**Work instructions:** Pull out from the material below all lines with "Adnan".

**Data for processing:**
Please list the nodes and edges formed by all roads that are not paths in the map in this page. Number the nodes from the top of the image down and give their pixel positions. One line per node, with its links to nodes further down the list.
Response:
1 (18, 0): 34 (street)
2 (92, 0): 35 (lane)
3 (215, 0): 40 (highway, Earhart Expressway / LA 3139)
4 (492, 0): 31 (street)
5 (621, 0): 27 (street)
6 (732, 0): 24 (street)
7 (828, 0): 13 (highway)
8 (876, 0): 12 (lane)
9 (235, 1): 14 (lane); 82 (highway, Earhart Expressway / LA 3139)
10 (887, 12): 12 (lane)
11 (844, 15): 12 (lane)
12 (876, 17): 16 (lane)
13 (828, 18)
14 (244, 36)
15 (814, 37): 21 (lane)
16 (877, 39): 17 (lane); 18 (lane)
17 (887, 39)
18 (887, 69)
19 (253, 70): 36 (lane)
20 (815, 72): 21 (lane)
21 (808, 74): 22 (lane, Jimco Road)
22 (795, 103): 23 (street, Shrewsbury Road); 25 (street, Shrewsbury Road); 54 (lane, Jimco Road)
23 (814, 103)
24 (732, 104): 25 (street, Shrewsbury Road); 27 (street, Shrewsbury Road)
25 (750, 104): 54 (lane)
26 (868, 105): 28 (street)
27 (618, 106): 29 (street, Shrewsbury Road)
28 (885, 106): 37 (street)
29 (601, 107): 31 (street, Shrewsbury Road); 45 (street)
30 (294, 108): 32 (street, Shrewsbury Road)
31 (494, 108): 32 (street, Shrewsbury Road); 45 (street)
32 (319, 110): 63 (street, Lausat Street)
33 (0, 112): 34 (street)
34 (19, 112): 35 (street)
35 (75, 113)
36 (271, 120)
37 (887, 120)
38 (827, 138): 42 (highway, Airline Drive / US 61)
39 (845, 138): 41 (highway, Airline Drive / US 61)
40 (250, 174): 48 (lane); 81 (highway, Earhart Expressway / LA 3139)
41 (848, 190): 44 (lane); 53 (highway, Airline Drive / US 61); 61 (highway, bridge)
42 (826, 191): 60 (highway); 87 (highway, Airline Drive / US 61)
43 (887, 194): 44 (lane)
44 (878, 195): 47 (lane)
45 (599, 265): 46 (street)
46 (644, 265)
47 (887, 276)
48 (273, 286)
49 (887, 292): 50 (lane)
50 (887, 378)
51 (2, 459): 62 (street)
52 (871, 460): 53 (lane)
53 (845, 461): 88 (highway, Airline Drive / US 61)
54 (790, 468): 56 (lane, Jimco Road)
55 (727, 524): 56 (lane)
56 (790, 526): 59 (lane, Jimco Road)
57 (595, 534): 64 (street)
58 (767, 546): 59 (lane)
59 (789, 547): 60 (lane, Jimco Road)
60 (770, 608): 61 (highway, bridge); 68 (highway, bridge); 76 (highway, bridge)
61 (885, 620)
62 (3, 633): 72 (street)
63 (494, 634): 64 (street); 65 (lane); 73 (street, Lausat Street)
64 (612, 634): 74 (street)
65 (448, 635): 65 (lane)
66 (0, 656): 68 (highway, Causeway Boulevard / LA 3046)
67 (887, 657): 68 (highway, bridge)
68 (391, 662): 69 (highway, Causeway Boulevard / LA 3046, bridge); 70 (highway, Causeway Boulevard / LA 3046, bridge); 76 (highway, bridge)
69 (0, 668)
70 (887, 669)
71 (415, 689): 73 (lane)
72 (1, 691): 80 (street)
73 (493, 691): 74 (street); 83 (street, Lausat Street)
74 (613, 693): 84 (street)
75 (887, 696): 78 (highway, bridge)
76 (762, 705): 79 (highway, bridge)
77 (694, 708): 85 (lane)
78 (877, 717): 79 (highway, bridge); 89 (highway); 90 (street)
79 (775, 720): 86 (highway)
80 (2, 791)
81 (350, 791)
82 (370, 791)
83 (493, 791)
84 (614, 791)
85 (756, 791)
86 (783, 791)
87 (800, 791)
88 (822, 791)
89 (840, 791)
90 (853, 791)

...

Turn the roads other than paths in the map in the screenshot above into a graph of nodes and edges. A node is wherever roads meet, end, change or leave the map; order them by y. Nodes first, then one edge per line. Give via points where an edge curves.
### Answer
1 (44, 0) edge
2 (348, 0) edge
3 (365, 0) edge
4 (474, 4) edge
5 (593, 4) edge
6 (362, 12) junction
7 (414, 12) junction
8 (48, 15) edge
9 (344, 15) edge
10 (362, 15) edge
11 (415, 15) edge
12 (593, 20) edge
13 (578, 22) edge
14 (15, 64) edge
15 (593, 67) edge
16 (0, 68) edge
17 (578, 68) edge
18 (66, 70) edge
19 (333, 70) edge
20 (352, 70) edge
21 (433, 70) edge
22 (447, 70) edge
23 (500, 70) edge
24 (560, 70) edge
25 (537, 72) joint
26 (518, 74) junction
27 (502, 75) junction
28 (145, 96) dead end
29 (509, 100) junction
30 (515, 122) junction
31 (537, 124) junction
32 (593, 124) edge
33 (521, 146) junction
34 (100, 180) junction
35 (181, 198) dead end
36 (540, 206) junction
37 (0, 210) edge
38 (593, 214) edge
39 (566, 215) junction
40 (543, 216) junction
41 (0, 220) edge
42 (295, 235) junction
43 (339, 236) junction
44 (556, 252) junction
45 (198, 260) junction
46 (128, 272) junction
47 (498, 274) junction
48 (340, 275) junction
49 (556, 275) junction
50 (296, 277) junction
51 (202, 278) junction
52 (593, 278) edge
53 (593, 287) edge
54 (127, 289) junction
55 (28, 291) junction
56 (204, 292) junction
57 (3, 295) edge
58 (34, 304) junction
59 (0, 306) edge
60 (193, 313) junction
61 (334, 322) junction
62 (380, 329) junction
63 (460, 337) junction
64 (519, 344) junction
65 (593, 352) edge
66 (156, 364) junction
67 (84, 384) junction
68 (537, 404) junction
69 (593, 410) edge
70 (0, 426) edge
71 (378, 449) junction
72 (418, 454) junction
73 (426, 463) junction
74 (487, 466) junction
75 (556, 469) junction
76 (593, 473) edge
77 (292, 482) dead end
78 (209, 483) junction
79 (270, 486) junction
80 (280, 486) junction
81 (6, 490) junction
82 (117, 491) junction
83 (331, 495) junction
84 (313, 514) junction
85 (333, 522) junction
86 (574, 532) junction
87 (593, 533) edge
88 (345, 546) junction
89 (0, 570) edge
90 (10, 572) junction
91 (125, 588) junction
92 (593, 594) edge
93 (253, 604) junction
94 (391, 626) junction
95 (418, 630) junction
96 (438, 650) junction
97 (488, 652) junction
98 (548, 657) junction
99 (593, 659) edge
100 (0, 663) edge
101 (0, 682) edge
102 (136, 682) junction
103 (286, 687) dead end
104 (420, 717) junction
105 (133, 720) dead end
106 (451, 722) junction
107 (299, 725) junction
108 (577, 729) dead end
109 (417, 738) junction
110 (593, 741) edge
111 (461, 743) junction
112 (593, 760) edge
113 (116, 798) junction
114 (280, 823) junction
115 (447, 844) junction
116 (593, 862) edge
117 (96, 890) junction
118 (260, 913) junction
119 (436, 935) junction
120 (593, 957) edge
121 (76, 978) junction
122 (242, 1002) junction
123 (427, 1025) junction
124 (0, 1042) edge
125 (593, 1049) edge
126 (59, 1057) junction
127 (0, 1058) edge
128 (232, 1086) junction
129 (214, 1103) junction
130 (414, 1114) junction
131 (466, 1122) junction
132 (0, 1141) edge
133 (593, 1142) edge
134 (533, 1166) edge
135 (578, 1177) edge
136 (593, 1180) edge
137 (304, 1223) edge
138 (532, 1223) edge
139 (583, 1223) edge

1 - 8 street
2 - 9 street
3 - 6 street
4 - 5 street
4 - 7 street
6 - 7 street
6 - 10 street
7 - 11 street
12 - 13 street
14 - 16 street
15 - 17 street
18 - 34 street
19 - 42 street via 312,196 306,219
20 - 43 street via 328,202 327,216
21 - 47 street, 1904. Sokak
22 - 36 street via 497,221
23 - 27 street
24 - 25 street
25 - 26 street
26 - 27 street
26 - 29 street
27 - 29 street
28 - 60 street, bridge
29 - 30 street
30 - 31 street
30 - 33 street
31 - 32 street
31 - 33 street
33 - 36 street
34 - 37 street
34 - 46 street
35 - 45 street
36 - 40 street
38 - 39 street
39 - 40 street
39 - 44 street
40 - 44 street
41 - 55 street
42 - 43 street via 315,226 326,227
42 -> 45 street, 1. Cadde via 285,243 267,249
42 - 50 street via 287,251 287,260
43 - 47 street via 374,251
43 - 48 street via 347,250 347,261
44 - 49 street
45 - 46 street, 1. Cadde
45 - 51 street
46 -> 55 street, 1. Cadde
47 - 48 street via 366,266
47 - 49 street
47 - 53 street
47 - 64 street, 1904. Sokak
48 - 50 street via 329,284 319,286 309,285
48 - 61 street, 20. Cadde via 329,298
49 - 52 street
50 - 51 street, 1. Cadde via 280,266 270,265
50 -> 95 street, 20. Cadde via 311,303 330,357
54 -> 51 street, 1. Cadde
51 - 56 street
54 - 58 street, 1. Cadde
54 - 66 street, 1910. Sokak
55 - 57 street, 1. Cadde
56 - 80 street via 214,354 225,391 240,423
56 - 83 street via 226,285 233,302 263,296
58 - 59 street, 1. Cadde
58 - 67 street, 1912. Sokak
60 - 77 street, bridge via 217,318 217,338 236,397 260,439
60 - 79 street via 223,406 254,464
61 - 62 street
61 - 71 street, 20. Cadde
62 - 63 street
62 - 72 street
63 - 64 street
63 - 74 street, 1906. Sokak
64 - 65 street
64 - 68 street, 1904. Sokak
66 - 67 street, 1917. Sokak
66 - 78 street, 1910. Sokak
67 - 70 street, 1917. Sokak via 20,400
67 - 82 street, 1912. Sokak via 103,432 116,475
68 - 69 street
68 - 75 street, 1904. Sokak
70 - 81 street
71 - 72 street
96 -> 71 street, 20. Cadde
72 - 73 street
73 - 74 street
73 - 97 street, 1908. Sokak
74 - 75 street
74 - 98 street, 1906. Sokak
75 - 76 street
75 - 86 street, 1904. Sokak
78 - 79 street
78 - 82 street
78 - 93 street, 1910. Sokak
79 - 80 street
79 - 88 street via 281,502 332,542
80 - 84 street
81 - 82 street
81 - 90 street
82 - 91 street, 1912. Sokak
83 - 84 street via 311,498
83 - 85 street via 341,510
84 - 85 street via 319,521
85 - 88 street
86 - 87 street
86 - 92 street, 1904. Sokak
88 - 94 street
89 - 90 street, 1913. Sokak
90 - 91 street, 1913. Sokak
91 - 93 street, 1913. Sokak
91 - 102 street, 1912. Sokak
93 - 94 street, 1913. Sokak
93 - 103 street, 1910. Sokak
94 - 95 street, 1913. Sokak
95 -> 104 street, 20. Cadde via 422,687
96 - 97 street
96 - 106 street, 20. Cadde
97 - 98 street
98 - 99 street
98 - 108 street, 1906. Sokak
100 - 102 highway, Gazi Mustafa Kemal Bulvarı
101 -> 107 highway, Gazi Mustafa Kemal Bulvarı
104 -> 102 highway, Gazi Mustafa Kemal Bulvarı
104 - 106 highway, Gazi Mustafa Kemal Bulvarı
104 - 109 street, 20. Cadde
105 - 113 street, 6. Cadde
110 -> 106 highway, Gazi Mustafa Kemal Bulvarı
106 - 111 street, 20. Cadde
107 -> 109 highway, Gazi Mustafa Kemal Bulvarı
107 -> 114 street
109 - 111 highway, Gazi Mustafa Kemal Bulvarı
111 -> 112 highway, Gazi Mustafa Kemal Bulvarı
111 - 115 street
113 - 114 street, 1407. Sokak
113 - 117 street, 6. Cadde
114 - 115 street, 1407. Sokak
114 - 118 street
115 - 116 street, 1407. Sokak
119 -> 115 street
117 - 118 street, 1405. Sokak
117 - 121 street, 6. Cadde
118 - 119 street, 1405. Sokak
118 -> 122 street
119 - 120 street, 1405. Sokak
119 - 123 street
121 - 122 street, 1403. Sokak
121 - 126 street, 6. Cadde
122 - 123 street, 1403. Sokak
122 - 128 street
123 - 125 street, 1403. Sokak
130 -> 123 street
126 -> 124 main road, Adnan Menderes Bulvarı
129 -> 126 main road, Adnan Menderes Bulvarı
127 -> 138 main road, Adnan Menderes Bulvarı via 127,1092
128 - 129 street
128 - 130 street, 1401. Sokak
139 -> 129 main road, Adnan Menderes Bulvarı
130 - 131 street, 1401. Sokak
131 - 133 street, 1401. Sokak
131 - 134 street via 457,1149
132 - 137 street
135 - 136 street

**Answer:**
126 -> 124 main road, Adnan Menderes Bulvarı
129 -> 126 main road, Adnan Menderes Bulvarı
127 -> 138 main road, Adnan Menderes Bulvarı via 127,1092
139 -> 129 main road, Adnan Menderes Bulvarı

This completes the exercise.